*PROBLEM DESCRIPTION*:
Would you find each line in the entries below with the string "edges" and copy it?
** Opening GIVEN INFORMATION block **
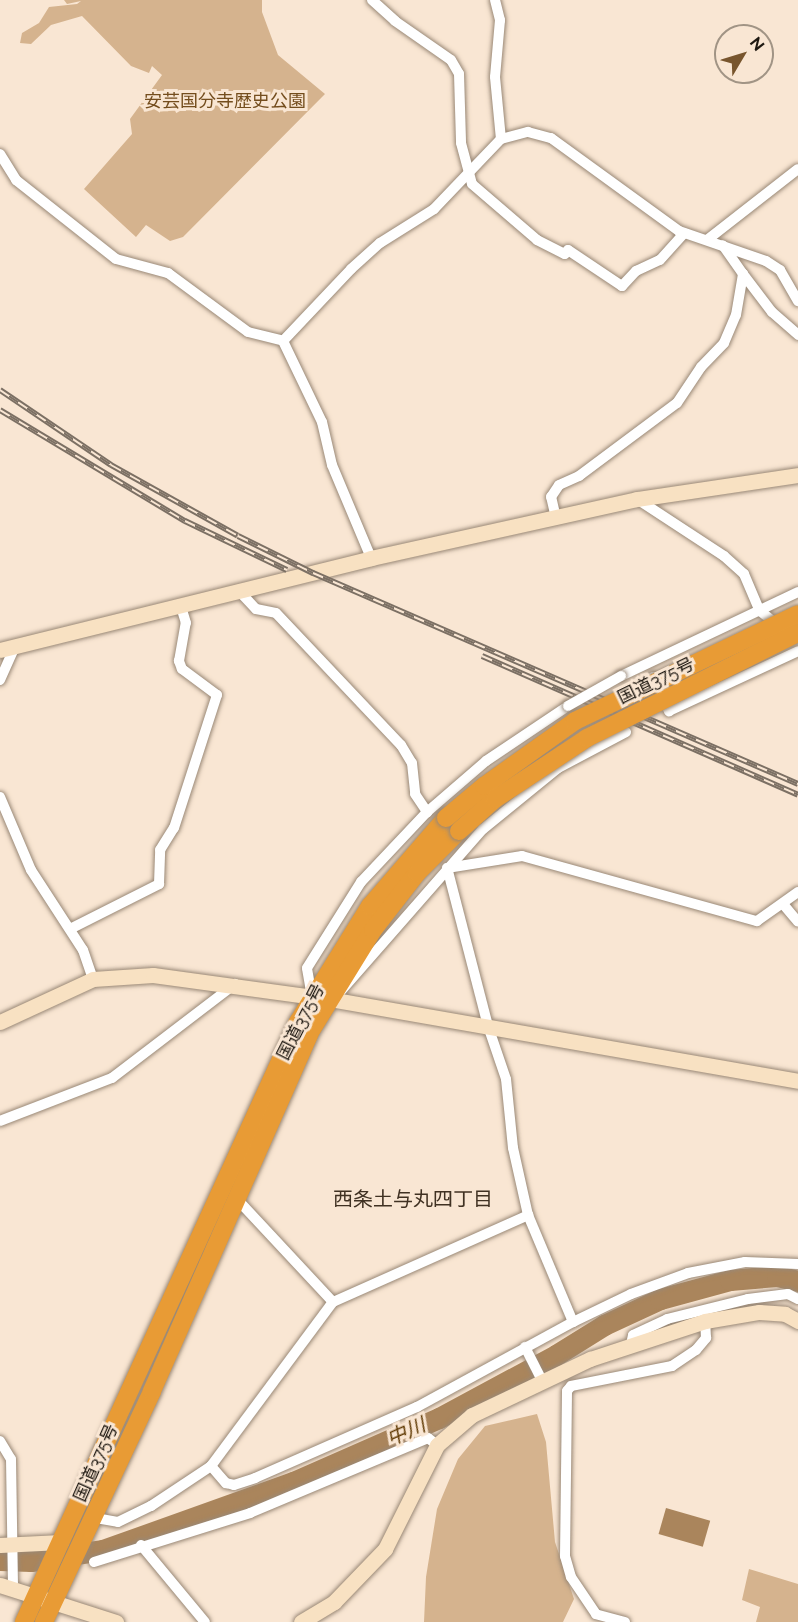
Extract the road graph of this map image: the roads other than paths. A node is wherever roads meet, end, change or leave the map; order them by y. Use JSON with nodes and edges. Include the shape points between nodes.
{"nodes":[{"id":1,"x":372,"y":0,"type":"edge"},
{"id":2,"x":495,"y":0,"type":"edge"},
{"id":3,"x":501,"y":139,"type":"junction"},
{"id":4,"x":0,"y":154,"type":"edge"},
{"id":5,"x":798,"y":169,"type":"edge"},
{"id":6,"x":468,"y":172,"type":"junction"},
{"id":7,"x":684,"y":233,"type":"junction"},
{"id":8,"x":707,"y":240,"type":"junction"},
{"id":9,"x":723,"y":245,"type":"junction"},
{"id":10,"x":743,"y":274,"type":"junction"},
{"id":11,"x":798,"y":301,"type":"edge"},
{"id":12,"x":798,"y":335,"type":"edge"},
{"id":13,"x":283,"y":341,"type":"junction"},
{"id":14,"x":798,"y":475,"type":"edge"},
{"id":15,"x":638,"y":499,"type":"junction"},
{"id":16,"x":556,"y":518,"type":"junction"},
{"id":17,"x":371,"y":558,"type":"junction"},
{"id":18,"x":798,"y":592,"type":"edge"},
{"id":19,"x":241,"y":593,"type":"junction"},
{"id":20,"x":181,"y":607,"type":"junction"},
{"id":21,"x":759,"y":610,"type":"junction"},
{"id":22,"x":798,"y":614,"type":"edge"},
{"id":23,"x":798,"y":633,"type":"edge"},
{"id":24,"x":798,"y":640,"type":"edge"},
{"id":25,"x":7,"y":648,"type":"edge"},
{"id":26,"x":798,"y":651,"type":"edge"},
{"id":27,"x":648,"y":666,"type":"junction"},
{"id":28,"x":0,"y":680,"type":"edge"},
{"id":29,"x":529,"y":730,"type":"junction"},
{"id":30,"x":626,"y":732,"type":"dead end"},
{"id":31,"x":558,"y":768,"type":"junction"},
{"id":32,"x":451,"y":792,"type":"junction"},
{"id":33,"x":0,"y":797,"type":"edge"},
{"id":34,"x":427,"y":812,"type":"junction"},
{"id":35,"x":453,"y":824,"type":"junction"},
{"id":36,"x":483,"y":829,"type":"junction"},
{"id":37,"x":447,"y":868,"type":"junction"},
{"id":38,"x":798,"y":892,"type":"edge"},
{"id":39,"x":783,"y":904,"type":"junction"},
{"id":40,"x":798,"y":922,"type":"edge"},
{"id":41,"x":70,"y":930,"type":"junction"},
{"id":42,"x":93,"y":979,"type":"junction"},
{"id":43,"x":236,"y":984,"type":"junction"},
{"id":44,"x":321,"y":998,"type":"junction"},
{"id":45,"x":0,"y":1022,"type":"edge"},
{"id":46,"x":488,"y":1026,"type":"junction"},
{"id":47,"x":798,"y":1082,"type":"edge"},
{"id":48,"x":0,"y":1121,"type":"edge"},
{"id":49,"x":236,"y":1198,"type":"junction"},
{"id":50,"x":528,"y":1215,"type":"junction"},
{"id":51,"x":798,"y":1264,"type":"edge"},
{"id":52,"x":798,"y":1299,"type":"edge"},
{"id":53,"x":333,"y":1302,"type":"junction"},
{"id":54,"x":705,"y":1321,"type":"junction"},
{"id":55,"x":798,"y":1321,"type":"edge"},
{"id":56,"x":573,"y":1322,"type":"junction"},
{"id":57,"x":631,"y":1344,"type":"junction"},
{"id":58,"x":525,"y":1347,"type":"junction"},
{"id":59,"x":540,"y":1378,"type":"junction"},
{"id":60,"x":0,"y":1441,"type":"edge"},
{"id":61,"x":437,"y":1445,"type":"junction"},
{"id":62,"x":211,"y":1466,"type":"junction"},
{"id":63,"x":88,"y":1522,"type":"junction"},
{"id":64,"x":61,"y":1542,"type":"junction"},
{"id":65,"x":141,"y":1545,"type":"junction"},
{"id":66,"x":8,"y":1546,"type":"edge"},
{"id":67,"x":94,"y":1562,"type":"dead end"},
{"id":68,"x":8,"y":1582,"type":"edge"},
{"id":69,"x":46,"y":1598,"type":"junction"},
{"id":70,"x":24,"y":1622,"type":"edge"},
{"id":71,"x":44,"y":1622,"type":"edge"},
{"id":72,"x":116,"y":1622,"type":"edge"},
{"id":73,"x":205,"y":1622,"type":"edge"},
{"id":74,"x":301,"y":1622,"type":"edge"},
{"id":75,"x":626,"y":1622,"type":"edge"}],
"edges":[{"from":1,"to":6,"type":"street","via":[[451,60],[459,74],[461,142]]},
{"from":2,"to":3,"type":"street","via":[[500,20],[495,77]]},
{"from":3,"to":6,"type":"street"},
{"from":3,"to":7,"type":"street","via":[[528,132],[551,138]]},
{"from":4,"to":13,"type":"street","via":[[16,180],[117,259],[168,273],[248,332]]},
{"from":5,"to":8,"type":"street"},
{"from":6,"to":7,"type":"street","via":[[479,193],[537,240],[565,254],[568,250],[622,286],[636,271],[660,260]]},
{"from":6,"to":13,"type":"street","via":[[434,209],[380,243]]},
{"from":7,"to":8,"type":"street"},
{"from":8,"to":9,"type":"street"},
{"from":9,"to":10,"type":"street"},
{"from":9,"to":11,"type":"street","via":[[780,270]]},
{"from":10,"to":12,"type":"street","via":[[772,312]]},
{"from":10,"to":16,"type":"street","via":[[736,315],[724,343],[701,367],[677,403],[579,476],[559,485],[551,497]]},
{"from":13,"to":17,"type":"street","via":[[322,422],[332,465]]},
{"from":14,"to":15,"type":"street"},
{"from":15,"to":16,"type":"street"},
{"from":15,"to":21,"type":"street","via":[[724,556],[744,574]]},
{"from":16,"to":17,"type":"street"},
{"from":17,"to":19,"type":"street"},
{"from":18,"to":21,"type":"street"},
{"from":19,"to":20,"type":"street"},
{"from":19,"to":34,"type":"street","via":[[256,609],[276,613],[402,745],[412,763],[415,794]]},
{"from":20,"to":25,"type":"street"},
{"from":20,"to":41,"type":"street","via":[[186,623],[179,661],[182,669],[217,695],[174,828],[160,850],[159,884]]},
{"from":21,"to":24,"type":"street"},
{"from":21,"to":27,"type":"street"},
{"from":22,"to":35,"type":"highway","name":"国道375号","bridge":true,"via":[[575,721],[484,786]]},
{"from":23,"to":35,"type":"highway","name":"国道375号","bridge":true,"via":[[587,738]]},
{"from":25,"to":28,"type":"street"},
{"from":26,"to":27,"type":"street","via":[[669,711]]},
{"from":27,"to":29,"type":"street","bridge":true,"via":[[621,676]]},
{"from":29,"to":31,"type":"street"},
{"from":29,"to":32,"type":"street"},
{"from":30,"to":31,"type":"street"},
{"from":31,"to":36,"type":"street"},
{"from":32,"to":34,"type":"street"},
{"from":32,"to":36,"type":"street"},
{"from":33,"to":41,"type":"street","via":[[31,870]]},
{"from":34,"to":44,"type":"street","via":[[361,882],[307,968]]},
{"from":35,"to":44,"type":"highway","name":"国道375号","via":[[370,906]]},
{"from":36,"to":37,"type":"street"},
{"from":37,"to":39,"type":"street","via":[[522,856],[757,921]]},
{"from":37,"to":44,"type":"street","via":[[359,974]]},
{"from":37,"to":46,"type":"street"},
{"from":38,"to":39,"type":"street"},
{"from":39,"to":40,"type":"street"},
{"from":41,"to":42,"type":"street","via":[[83,950]]},
{"from":42,"to":43,"type":"street","via":[[153,975]]},
{"from":42,"to":45,"type":"street"},
{"from":43,"to":44,"type":"street"},
{"from":43,"to":48,"type":"street","via":[[112,1078]]},
{"from":44,"to":46,"type":"street"},
{"from":44,"to":49,"type":"highway","name":"国道375号"},
{"from":44,"to":64,"type":"highway","name":"国道375号"},
{"from":46,"to":47,"type":"street"},
{"from":46,"to":50,"type":"street","via":[[506,1079],[513,1148]]},
{"from":49,"to":53,"type":"street"},
{"from":49,"to":63,"type":"highway","name":"国道375号","via":[[152,1391]]},
{"from":50,"to":53,"type":"street"},
{"from":50,"to":56,"type":"street"},
{"from":51,"to":56,"type":"street","via":[[745,1262],[688,1273],[631,1294]]},
{"from":52,"to":57,"type":"street","via":[[788,1294],[748,1299],[667,1319],[633,1335]]},
{"from":53,"to":62,"type":"street"},
{"from":54,"to":55,"type":"street","via":[[759,1312],[785,1314]]},
{"from":54,"to":57,"type":"street"},
{"from":54,"to":75,"type":"street","via":[[706,1338],[672,1366],[571,1386],[567,1391],[565,1556],[571,1577],[596,1614]]},
{"from":56,"to":58,"type":"street"},
{"from":57,"to":59,"type":"street"},
{"from":58,"to":59,"type":"street"},
{"from":58,"to":62,"type":"street","via":[[417,1407],[255,1478],[234,1485],[226,1483]]},
{"from":59,"to":61,"type":"street","via":[[472,1415]]},
{"from":60,"to":66,"type":"street","via":[[10,1458]]},
{"from":61,"to":65,"type":"street","via":[[428,1438],[250,1513]]},
{"from":61,"to":74,"type":"street","via":[[385,1549],[334,1602]]},
{"from":62,"to":63,"type":"street","via":[[151,1506],[118,1522]]},
{"from":63,"to":69,"type":"highway","name":"国道375号","via":[[68,1569]]},
{"from":64,"to":66,"type":"street"},
{"from":64,"to":69,"type":"highway","name":"国道375号","via":[[48,1570]]},
{"from":65,"to":67,"type":"street"},
{"from":65,"to":73,"type":"street"},
{"from":66,"to":68,"type":"street"},
{"from":68,"to":69,"type":"street"},
{"from":69,"to":70,"type":"highway","name":"国道375号"},
{"from":69,"to":71,"type":"highway","name":"国道375号"},
{"from":69,"to":72,"type":"street"}]}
** Closing GIVEN INFORMATION block **
*TASK SOLUTION*:
Extract the road graph of this map image: the roads other than paths. A node is wherever roads meet, end, change or leave the map; order them by y. Use JSON with nodes and edges. Include the shape points between nodes.
"edges":[{"from":1,"to":6,"type":"street","via":[[451,60],[459,74],[461,142]]},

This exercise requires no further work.